• PROBLEM REQUIREMENTS
Wherever a line of the records contains "Left", copy that line.

• DATA EXTRACT
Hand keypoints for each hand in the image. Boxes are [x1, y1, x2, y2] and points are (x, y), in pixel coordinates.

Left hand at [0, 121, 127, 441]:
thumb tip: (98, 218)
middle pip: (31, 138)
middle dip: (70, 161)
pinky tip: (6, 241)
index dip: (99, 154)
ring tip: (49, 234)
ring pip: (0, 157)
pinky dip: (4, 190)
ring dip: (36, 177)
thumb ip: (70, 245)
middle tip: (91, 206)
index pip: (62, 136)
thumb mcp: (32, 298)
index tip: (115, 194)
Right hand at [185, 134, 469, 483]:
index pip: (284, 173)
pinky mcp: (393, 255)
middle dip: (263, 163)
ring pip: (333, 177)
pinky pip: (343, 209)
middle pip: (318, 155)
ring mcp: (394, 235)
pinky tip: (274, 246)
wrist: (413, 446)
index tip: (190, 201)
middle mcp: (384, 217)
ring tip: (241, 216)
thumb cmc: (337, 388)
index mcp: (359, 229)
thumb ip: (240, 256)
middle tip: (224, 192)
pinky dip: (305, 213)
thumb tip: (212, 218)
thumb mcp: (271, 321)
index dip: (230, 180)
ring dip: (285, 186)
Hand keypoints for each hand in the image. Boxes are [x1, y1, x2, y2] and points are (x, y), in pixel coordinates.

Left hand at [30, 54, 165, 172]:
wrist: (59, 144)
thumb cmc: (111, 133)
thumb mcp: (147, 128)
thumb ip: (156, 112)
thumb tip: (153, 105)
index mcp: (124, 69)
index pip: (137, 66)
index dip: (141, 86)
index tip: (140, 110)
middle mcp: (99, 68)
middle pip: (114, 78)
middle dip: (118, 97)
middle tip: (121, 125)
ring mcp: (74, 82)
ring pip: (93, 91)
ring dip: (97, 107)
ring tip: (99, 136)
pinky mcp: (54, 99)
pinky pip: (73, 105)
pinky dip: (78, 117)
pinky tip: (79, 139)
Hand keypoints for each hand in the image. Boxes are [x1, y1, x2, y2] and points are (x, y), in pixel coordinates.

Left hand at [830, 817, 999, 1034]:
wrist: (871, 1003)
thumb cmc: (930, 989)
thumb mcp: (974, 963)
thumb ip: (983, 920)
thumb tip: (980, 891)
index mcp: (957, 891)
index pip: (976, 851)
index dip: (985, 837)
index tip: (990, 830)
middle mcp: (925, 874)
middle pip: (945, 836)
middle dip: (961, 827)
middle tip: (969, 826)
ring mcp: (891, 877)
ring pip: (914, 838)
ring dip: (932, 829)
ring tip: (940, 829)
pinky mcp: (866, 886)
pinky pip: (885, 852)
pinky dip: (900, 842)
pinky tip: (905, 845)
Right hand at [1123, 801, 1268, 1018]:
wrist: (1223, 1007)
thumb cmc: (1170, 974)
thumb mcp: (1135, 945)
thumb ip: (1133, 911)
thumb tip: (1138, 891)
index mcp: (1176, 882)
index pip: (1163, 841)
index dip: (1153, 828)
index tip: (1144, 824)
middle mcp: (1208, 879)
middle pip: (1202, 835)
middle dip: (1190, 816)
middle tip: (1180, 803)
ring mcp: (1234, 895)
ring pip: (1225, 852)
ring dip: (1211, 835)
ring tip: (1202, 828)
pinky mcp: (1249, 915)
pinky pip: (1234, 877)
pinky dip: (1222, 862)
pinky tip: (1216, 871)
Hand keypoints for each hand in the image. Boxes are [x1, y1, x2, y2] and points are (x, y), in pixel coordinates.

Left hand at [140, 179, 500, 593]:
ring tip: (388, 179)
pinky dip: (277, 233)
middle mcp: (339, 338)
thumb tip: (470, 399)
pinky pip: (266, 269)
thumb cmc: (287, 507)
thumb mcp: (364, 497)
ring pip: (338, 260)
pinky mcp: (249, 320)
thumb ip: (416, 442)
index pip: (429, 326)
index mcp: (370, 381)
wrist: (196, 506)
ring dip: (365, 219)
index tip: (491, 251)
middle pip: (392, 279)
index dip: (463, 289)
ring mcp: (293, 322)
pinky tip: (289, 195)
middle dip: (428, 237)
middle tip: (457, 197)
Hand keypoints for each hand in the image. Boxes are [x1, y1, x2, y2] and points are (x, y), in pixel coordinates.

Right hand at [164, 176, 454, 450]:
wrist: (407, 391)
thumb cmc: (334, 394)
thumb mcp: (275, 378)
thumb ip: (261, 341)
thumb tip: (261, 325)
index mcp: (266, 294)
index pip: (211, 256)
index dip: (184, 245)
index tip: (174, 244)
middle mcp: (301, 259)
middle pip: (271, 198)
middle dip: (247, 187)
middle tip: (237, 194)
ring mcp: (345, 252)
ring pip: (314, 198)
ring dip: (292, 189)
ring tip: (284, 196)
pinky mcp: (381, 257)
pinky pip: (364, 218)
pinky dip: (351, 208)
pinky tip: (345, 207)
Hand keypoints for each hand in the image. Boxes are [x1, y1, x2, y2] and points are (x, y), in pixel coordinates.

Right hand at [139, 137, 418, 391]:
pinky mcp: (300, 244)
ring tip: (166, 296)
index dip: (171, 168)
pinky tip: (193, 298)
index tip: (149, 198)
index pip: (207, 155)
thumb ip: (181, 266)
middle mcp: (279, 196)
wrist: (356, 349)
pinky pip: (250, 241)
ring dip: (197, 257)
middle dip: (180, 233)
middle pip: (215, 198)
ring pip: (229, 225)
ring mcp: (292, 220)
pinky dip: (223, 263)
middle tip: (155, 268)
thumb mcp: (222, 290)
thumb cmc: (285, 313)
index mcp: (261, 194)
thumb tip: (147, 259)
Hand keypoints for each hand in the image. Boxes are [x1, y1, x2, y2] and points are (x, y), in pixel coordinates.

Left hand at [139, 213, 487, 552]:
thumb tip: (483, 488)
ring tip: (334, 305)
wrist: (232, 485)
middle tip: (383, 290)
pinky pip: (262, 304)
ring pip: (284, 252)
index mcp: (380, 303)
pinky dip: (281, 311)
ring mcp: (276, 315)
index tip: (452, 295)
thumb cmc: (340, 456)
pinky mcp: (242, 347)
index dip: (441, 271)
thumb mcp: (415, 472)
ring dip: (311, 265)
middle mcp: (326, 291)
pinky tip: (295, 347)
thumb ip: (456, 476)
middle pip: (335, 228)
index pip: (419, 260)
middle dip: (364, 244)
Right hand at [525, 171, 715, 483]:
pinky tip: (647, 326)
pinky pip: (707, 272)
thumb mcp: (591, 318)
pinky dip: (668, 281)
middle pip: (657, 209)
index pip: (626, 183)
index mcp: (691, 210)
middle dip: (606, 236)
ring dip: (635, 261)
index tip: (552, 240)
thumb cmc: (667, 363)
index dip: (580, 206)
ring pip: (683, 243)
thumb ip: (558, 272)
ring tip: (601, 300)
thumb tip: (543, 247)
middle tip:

• ANSWER SPACE
Left hand at [0, 121, 127, 441]:
Left hand at [30, 54, 165, 172]:
Left hand at [830, 817, 999, 1034]:
Left hand at [140, 179, 500, 593]:
Left hand at [139, 213, 487, 552]:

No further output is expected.